● Directions for this task
Pick out and copy every line below that has the word "middle".

=== Exercise data ===

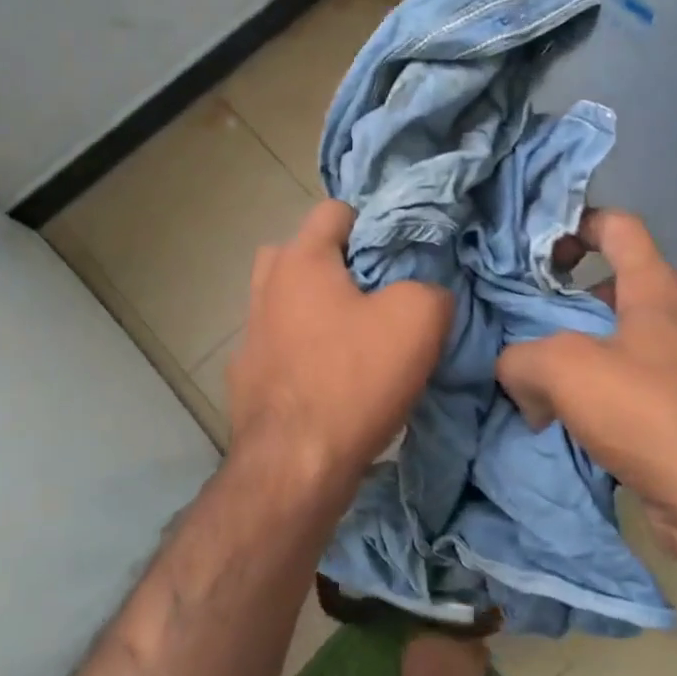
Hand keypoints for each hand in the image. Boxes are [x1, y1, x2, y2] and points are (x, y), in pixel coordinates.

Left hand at [227, 200, 451, 487]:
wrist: (295, 465)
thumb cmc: (354, 379)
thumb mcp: (418, 320)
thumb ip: (430, 288)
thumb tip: (423, 293)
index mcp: (300, 260)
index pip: (335, 210)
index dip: (373, 223)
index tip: (400, 256)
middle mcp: (266, 286)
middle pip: (303, 252)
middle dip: (339, 265)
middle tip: (375, 294)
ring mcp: (249, 333)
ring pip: (288, 300)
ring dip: (318, 308)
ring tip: (356, 337)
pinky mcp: (247, 375)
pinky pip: (281, 345)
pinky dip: (303, 350)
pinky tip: (329, 378)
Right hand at [496, 209, 676, 557]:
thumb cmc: (648, 412)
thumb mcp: (564, 369)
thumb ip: (521, 358)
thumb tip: (518, 375)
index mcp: (656, 288)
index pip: (618, 227)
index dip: (576, 223)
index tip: (535, 248)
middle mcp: (674, 317)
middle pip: (614, 284)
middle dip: (567, 296)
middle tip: (525, 314)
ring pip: (615, 337)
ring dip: (574, 348)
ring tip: (530, 370)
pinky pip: (623, 381)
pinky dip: (590, 390)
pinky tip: (557, 415)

===

● Solution to this problem
middle mcp: (266, 286)
middle pip: (303, 252)
middle dip: (339, 265)
middle tip: (375, 294)
middle mcp: (674, 317)
middle pip: (614, 284)
middle dip: (567, 296)
middle tip: (525, 314)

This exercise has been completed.